[Saved data entries]
▬▬▬

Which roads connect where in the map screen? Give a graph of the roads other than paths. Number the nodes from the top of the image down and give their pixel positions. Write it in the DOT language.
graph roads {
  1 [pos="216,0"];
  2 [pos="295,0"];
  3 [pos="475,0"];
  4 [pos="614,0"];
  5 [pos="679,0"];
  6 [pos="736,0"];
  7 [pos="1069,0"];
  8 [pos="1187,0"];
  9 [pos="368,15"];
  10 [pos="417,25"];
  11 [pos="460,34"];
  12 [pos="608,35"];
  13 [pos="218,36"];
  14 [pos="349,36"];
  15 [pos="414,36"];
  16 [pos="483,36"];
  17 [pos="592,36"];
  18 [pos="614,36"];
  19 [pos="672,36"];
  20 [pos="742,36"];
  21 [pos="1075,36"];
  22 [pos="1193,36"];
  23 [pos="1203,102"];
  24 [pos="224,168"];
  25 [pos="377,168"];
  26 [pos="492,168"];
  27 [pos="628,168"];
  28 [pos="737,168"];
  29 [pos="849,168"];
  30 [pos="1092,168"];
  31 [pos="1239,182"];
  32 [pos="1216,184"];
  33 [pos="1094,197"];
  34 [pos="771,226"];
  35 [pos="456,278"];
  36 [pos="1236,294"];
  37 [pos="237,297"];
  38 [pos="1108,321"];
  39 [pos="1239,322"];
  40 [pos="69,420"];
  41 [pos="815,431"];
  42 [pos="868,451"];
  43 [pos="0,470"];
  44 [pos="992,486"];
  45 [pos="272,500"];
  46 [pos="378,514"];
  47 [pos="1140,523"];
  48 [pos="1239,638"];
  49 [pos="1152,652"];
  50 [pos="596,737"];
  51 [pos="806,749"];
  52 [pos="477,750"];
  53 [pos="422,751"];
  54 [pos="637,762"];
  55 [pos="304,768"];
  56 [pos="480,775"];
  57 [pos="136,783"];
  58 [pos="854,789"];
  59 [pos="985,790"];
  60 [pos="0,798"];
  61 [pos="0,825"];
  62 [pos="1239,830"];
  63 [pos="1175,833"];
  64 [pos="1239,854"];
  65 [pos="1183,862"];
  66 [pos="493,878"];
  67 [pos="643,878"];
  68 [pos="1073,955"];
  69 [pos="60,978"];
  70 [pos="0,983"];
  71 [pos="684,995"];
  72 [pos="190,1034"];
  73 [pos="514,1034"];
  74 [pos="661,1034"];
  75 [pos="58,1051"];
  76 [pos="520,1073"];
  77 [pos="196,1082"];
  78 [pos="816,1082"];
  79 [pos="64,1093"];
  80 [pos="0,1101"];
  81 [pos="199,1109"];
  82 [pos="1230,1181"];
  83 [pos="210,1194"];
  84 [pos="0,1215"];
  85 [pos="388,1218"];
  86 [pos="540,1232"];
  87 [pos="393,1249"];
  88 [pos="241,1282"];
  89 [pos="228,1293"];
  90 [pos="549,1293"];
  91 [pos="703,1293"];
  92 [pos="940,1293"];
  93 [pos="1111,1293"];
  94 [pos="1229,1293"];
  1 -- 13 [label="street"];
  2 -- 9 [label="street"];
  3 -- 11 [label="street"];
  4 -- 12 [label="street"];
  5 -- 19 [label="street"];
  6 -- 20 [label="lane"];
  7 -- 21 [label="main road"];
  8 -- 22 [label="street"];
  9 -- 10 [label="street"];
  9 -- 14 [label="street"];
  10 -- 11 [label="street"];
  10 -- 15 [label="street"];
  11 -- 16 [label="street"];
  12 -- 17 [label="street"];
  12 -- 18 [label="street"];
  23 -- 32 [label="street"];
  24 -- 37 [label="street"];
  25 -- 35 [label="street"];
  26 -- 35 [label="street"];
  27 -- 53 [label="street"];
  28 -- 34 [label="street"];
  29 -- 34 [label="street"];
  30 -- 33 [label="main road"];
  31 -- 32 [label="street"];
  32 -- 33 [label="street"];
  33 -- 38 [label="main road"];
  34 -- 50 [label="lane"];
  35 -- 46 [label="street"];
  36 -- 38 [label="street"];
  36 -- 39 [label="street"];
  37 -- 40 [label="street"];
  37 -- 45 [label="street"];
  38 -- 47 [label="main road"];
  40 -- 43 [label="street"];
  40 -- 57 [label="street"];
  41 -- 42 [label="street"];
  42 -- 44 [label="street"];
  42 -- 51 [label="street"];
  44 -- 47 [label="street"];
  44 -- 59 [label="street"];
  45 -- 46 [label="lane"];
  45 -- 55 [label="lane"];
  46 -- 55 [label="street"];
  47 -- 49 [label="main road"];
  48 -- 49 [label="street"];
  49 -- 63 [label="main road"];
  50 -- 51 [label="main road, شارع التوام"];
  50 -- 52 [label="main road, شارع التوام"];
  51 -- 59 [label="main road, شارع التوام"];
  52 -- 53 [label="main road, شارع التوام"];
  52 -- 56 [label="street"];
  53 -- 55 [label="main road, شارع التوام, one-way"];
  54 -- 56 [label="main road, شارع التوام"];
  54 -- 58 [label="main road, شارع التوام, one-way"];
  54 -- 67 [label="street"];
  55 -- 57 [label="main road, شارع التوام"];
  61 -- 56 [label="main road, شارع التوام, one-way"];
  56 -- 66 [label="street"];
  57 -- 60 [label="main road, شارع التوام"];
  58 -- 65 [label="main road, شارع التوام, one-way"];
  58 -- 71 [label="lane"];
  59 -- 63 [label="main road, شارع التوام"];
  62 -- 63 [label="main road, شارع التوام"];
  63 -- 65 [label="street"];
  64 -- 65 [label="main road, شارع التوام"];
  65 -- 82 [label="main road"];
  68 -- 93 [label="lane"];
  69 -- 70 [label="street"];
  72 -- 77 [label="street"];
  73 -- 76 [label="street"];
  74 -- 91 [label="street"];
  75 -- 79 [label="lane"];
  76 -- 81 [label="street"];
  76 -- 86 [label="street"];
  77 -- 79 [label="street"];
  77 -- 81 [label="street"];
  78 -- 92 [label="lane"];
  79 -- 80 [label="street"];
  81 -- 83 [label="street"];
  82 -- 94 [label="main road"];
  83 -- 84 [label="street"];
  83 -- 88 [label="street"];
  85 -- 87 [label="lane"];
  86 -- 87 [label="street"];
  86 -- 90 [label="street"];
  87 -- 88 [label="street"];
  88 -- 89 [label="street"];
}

▬▬▬

## [Exercise]
Find out how many lines in the data above hold the word "graph". Write only the number.

## [Solution below]
2